(WORK INSTRUCTIONS)
Go to the line containing "Right hand at" in the records below and retype from there through the final line, exactly.

Human pose images with coordinates:
*** Begin section ***

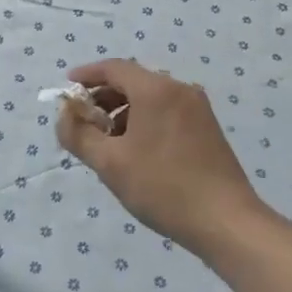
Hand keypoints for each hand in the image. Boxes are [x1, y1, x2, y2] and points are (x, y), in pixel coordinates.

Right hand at [54, 59, 268, 252]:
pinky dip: (144, 121)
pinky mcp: (208, 128)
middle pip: (132, 81)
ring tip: (107, 142)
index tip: (66, 90)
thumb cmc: (163, 187)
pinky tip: (136, 151)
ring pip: (150, 98)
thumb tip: (64, 114)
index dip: (86, 76)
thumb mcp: (109, 163)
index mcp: (156, 90)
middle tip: (83, 122)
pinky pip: (166, 112)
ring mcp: (197, 109)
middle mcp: (179, 89)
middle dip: (103, 98)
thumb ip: (78, 134)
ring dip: (123, 112)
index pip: (113, 68)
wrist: (227, 223)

*** End section ***

(TASK RESPONSE)
Right hand at [54, 59, 268, 252]:
pinky dip: (144, 121)
pinky mcp: (208, 128)
middle pip: (132, 81)
ring tip: (107, 142)
index tip: (66, 90)
thumb cmc: (163, 187)
pinky tip: (136, 151)
ring pip: (150, 98)
thumb tip: (64, 114)
index dip: (86, 76)
thumb mcp: (109, 163)
index mcp: (156, 90)
middle tip: (83, 122)
pinky pip: (166, 112)
ring mcp: (197, 109)
middle mcp: (179, 89)
middle dip: (103, 98)
thumb ip: (78, 134)
ring dip: (123, 112)
index pip: (113, 68)
wrist: (227, 223)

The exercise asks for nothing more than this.